- What the exercise asks:
Please retype the entries exactly as they stand, leaving out any pictures.

- Information provided:
╭──

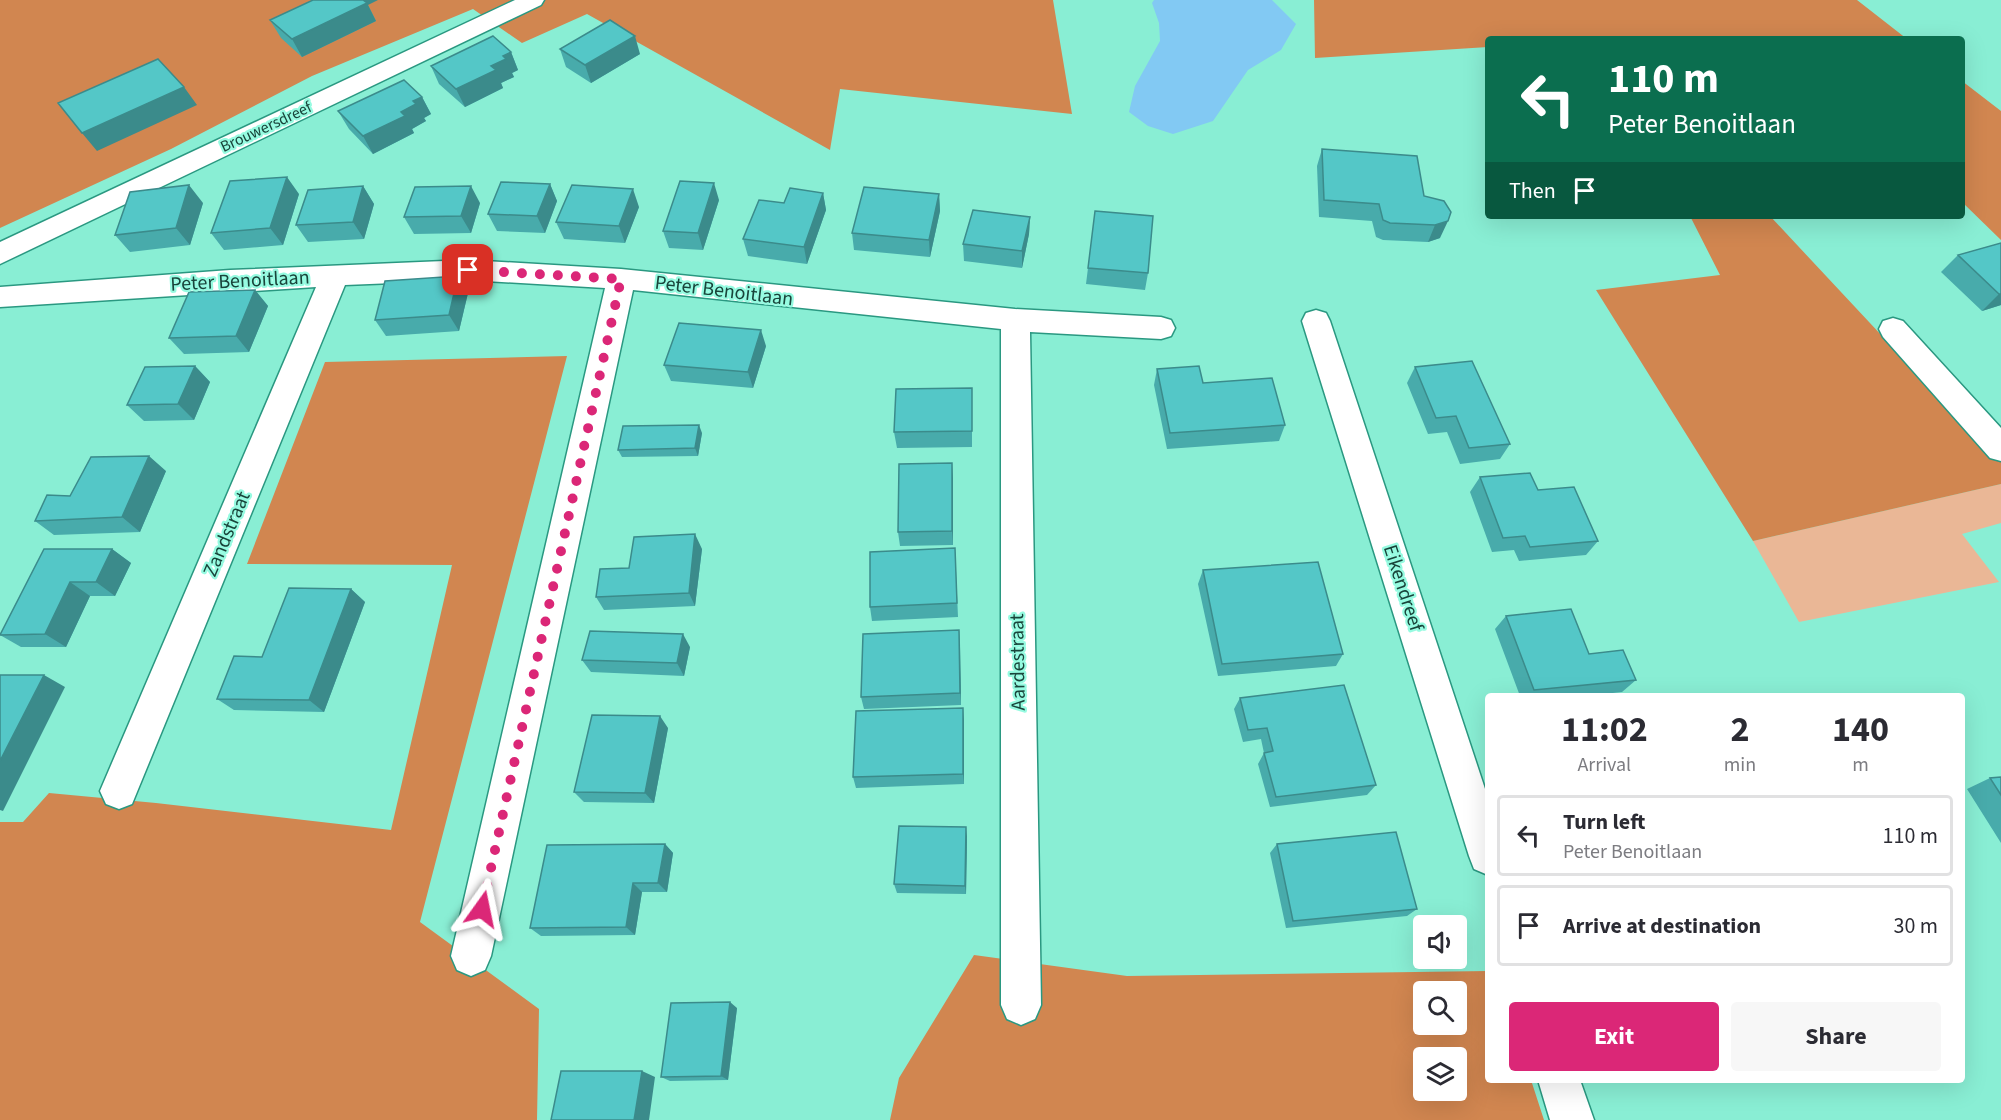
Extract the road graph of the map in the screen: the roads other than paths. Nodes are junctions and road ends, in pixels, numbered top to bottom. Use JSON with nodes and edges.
{"nodes":[{"id":1,"x":533,"y":0,"type":"edge"},
{"id":2,"x":0,"y":254,"type":"edge"},
{"id":3,"x":334,"y":277,"type":"junction"},
{"id":4,"x":621,"y":279,"type":"junction"},
{"id":5,"x":0,"y":297,"type":"edge"},
{"id":6,"x":1015,"y":320,"type":"junction"},
{"id":7,"x":1316,"y":321,"type":"dead end"},
{"id":8,"x":1161,"y":328,"type":"dead end"},
{"id":9,"x":1893,"y":329,"type":"dead end"},
{"id":10,"x":2001,"y":449,"type":"edge"},
{"id":11,"x":119,"y":791,"type":"dead end"},
{"id":12,"x":1485,"y":847,"type":"edge"},
{"id":13,"x":471,"y":956,"type":"dead end"},
{"id":14,"x":1021,"y":1005,"type":"dead end"},
{"id":15,"x":1560,"y":1083,"type":"edge"},
{"id":16,"x":1572,"y":1120,"type":"edge"}],
"edges":[{"from":1,"to":2,"type":"street","name":"Brouwersdreef"},
{"from":3,"to":4,"type":"street","name":"Peter Benoitlaan"},
{"from":3,"to":5,"type":"street","name":"Peter Benoitlaan"},
{"from":3,"to":11,"type":"street","name":"Zandstraat"},
{"from":4,"to":6,"type":"street","name":"Peter Benoitlaan"},
{"from":4,"to":13,"type":"street"},
{"from":6,"to":8,"type":"street","name":"Peter Benoitlaan"},
{"from":6,"to":14,"type":"street","name":"Aardestraat"},
{"from":7,"to":12,"type":"street","name":"Eikendreef"},
{"from":9,"to":10,"type":"street"},
{"from":15,"to":16,"type":"street"}]}
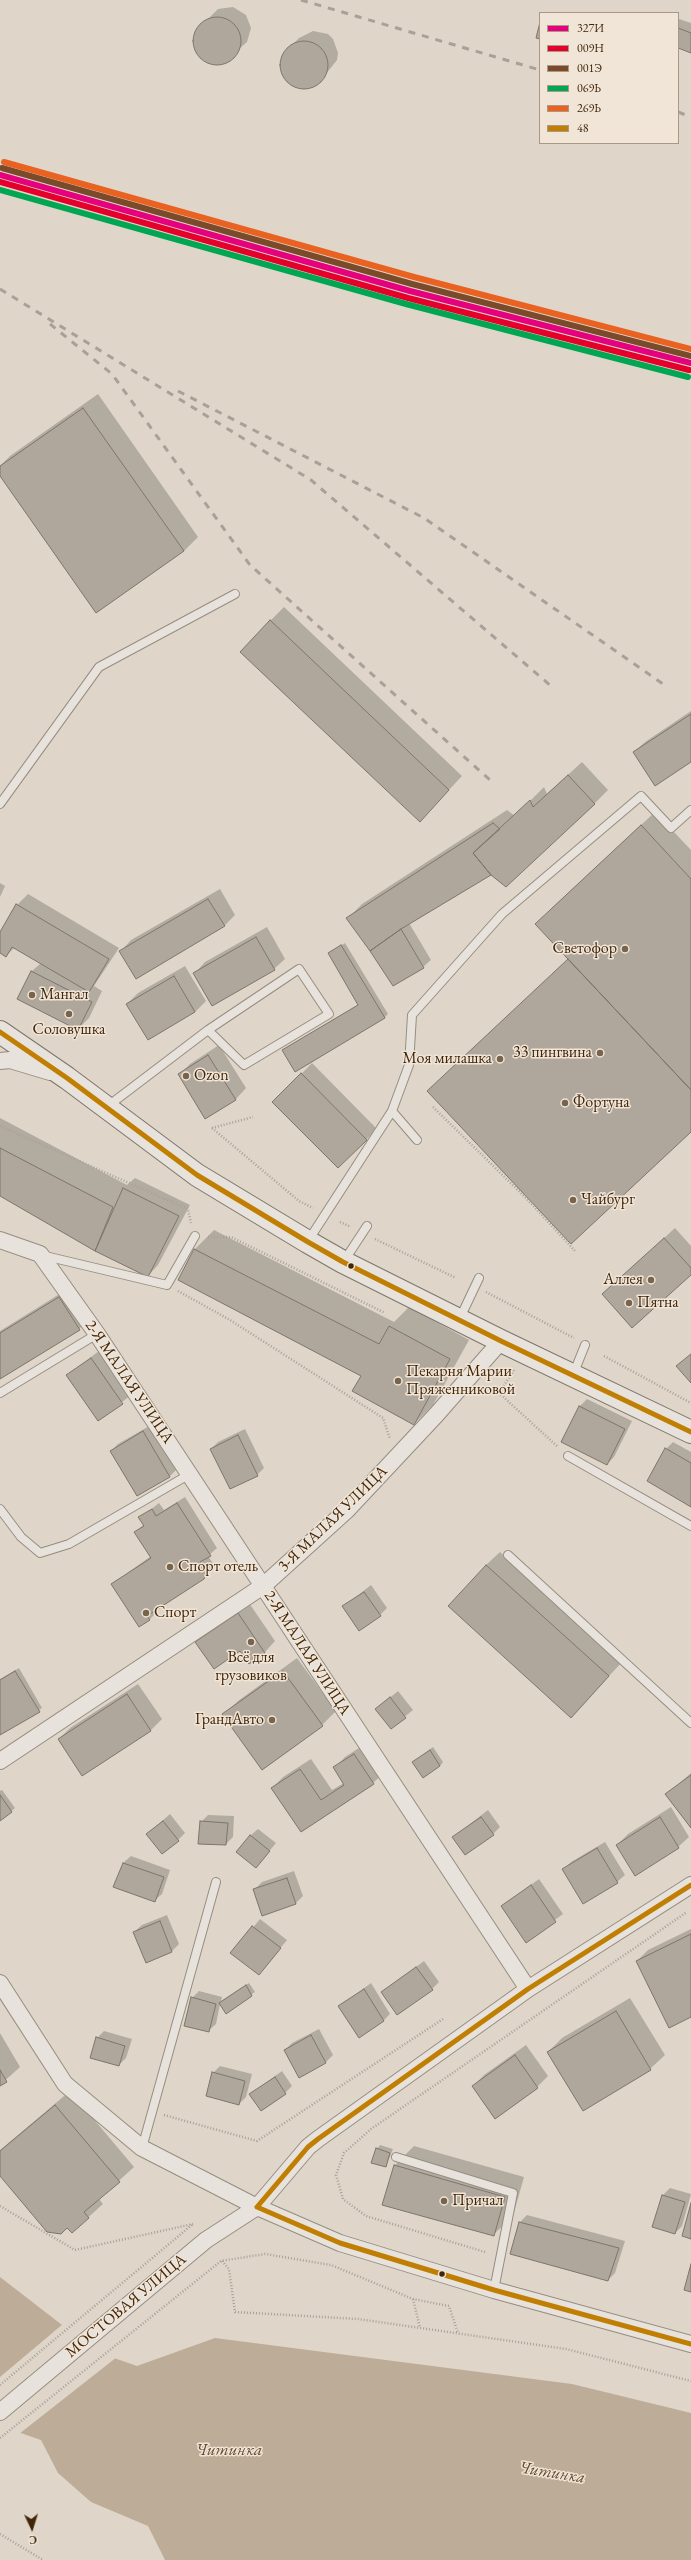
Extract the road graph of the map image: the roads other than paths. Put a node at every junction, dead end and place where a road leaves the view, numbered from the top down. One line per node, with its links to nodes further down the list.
1 (235, 594): 2 (lane)
2 (0, 804)
3 (691, 810): 9 (lane)
4 (208, 1030): 4 (lane); 8 (lane)
5 (0, 1032): 7 (street)
6 (0, 1061): 7 (street)
7 (67, 1078): 8 (street)
8 (106, 1108): 14 (street)
9 (392, 1111): 10 (lane); 14 (lane)
10 (417, 1140)
11 (367, 1226): 16 (lane)
12 (195, 1236): 15 (lane)
13 (0, 1240): 15 (street)
14 (308, 1242): 16 (street)
15 (40, 1254): 19 (street, 2-Я МАЛАЯ УЛИЦА)
16 (343, 1262): 18 (street)
17 (479, 1278): 18 (lane)
18 (460, 1318): 20 (street)
19 (97, 1334): 23 (lane); 26 (street, 2-Я МАЛАЯ УЛИЦА)
20 (501, 1341): 22 (street); 30 (street, 3-Я МАЛАЯ УЛИЦА)
21 (581, 1343): 22 (lane)
22 (573, 1375): 24 (street)
23 (0, 1393)
24 (691, 1432)
25 (568, 1456): 28 (lane)
26 (190, 1474): 27 (lane); 30 (street, 2-Я МАЛАЯ УЛИЦА)
27 (0, 1509)
28 (691, 1526)
29 (508, 1555): 31 (lane)
30 (263, 1586): 32 (street, 3-Я МАЛАЯ УЛИЦА); 36 (street, 2-Я МАЛАЯ УЛИЦА)
31 (691, 1723)
32 (0, 1761)
33 (216, 1882): 37 (lane)
34 (689, 1888): 36 (street, МОСТОВАЯ УЛИЦА)
35 (0, 1983): 37 (street)
36 (528, 1989): 39 (street, МОСТОВАЯ УЛИЦА)
37 (142, 2148): 39 (street)
38 (396, 2157): 40 (lane)
39 (258, 2207): 40 (street); 42 (street, МОСТОВАЯ УЛИЦА)
40 (494, 2290): 41 (street)
41 (691, 2344)
42 (0, 2412)

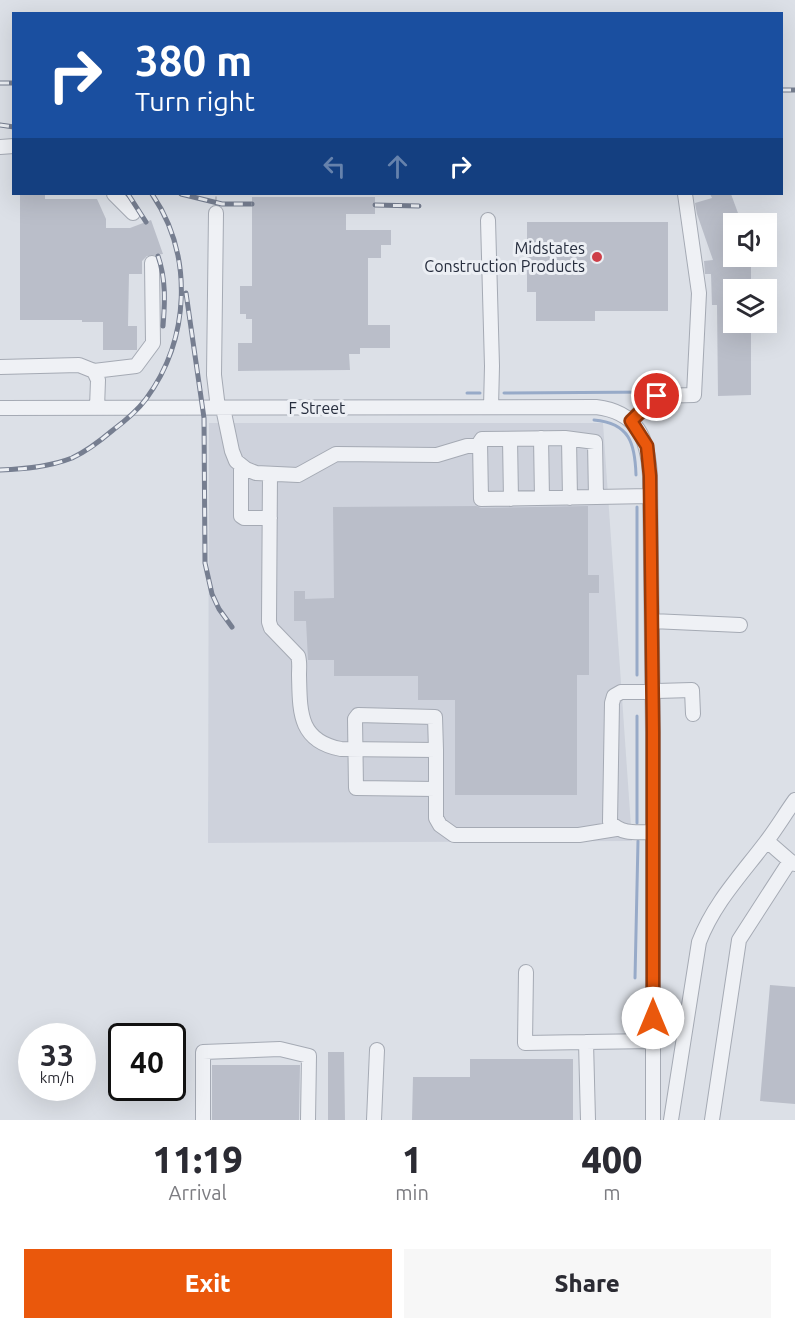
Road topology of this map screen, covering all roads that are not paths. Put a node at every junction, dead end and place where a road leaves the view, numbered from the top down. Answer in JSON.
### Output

╰──

- Exercise result:
Extract the road graph of the map in the screen: the roads other than paths. Nodes are junctions and road ends, in pixels, numbered top to bottom. Use JSON with nodes and edges.
{"nodes":[{"id":1,"x":533,"y":0,"type":"edge"},
{"id":2,"x":0,"y":254,"type":"edge"},
{"id":3,"x":334,"y":277,"type":"junction"},
{"id":4,"x":621,"y":279,"type":"junction"},
{"id":5,"x":0,"y":297,"type":"edge"},
{"id":6,"x":1015,"y":320,"type":"junction"},
{"id":7,"x":1316,"y":321,"type":"dead end"},
{"id":8,"x":1161,"y":328,"type":"dead end"},
{"id":9,"x":1893,"y":329,"type":"dead end"},
{"id":10,"x":2001,"y":449,"type":"edge"},
{"id":11,"x":119,"y":791,"type":"dead end"},
{"id":12,"x":1485,"y":847,"type":"edge"},
{"id":13,"x":471,"y":956,"type":"dead end"},
{"id":14,"x":1021,"y":1005,"type":"dead end"},
{"id":15,"x":1560,"y":1083,"type":"edge"},
{"id":16,"x":1572,"y":1120,"type":"edge"}],
"edges":[{"from":1,"to":2,"type":"street","name":"Brouwersdreef"},
{"from":3,"to":4,"type":"street","name":"Peter Benoitlaan"},
{"from":3,"to":5,"type":"street","name":"Peter Benoitlaan"},
{"from":3,"to":11,"type":"street","name":"Zandstraat"},
{"from":4,"to":6,"type":"street","name":"Peter Benoitlaan"},
{"from":4,"to":13,"type":"street"},
{"from":6,"to":8,"type":"street","name":"Peter Benoitlaan"},
{"from":6,"to":14,"type":"street","name":"Aardestraat"},
{"from":7,"to":12,"type":"street","name":"Eikendreef"},
{"from":9,"to":10,"type":"street"},
{"from":15,"to":16,"type":"street"}]}
Extract the road graph of the map image: the roads other than paths. Put a node at every junction, dead end and place where a road leaves the view, numbered from the top down. One line per node, with its links to nodes further down the list.
1 (235, 594): 2 (lane)
2 (0, 804)
3 (691, 810): 9 (lane)
4 (208, 1030): 4 (lane); 8 (lane)
5 (0, 1032): 7 (street)
6 (0, 1061): 7 (street)
7 (67, 1078): 8 (street)
8 (106, 1108): 14 (street)
9 (392, 1111): 10 (lane); 14 (lane)
10 (417, 1140)
11 (367, 1226): 16 (lane)
12 (195, 1236): 15 (lane)
13 (0, 1240): 15 (street)
14 (308, 1242): 16 (street)
15 (40, 1254): 19 (street, 2-Я МАЛАЯ УЛИЦА)
16 (343, 1262): 18 (street)
17 (479, 1278): 18 (lane)
18 (460, 1318): 20 (street)
19 (97, 1334): 23 (lane); 26 (street, 2-Я МАЛАЯ УЛИЦА)
20 (501, 1341): 22 (street); 30 (street, 3-Я МАЛАЯ УЛИЦА)
21 (581, 1343): 22 (lane)
22 (573, 1375): 24 (street)
23 (0, 1393)
24 (691, 1432)
25 (568, 1456): 28 (lane)
26 (190, 1474): 27 (lane); 30 (street, 2-Я МАЛАЯ УЛИЦА)
27 (0, 1509)
28 (691, 1526)
29 (508, 1555): 31 (lane)
30 (263, 1586): 32 (street, 3-Я МАЛАЯ УЛИЦА); 36 (street, 2-Я МАЛАЯ УЛИЦА)
31 (691, 1723)
32 (0, 1761)
33 (216, 1882): 37 (lane)
34 (689, 1888): 36 (street, МОСТОВАЯ УЛИЦА)
35 (0, 1983): 37 (street)
36 (528, 1989): 39 (street, МОСТОВАЯ УЛИЦА)
37 (142, 2148): 39 (street)
38 (396, 2157): 40 (lane)
39 (258, 2207): 40 (street); 42 (street, МОСТОВАЯ УЛИЦА)
40 (494, 2290): 41 (street)
41 (691, 2344)
42 (0, 2412)

Road topology of this map screen, covering all roads that are not paths. Put a node at every junction, dead end and place where a road leaves the view, numbered from the top down. Answer in JSON.
### Output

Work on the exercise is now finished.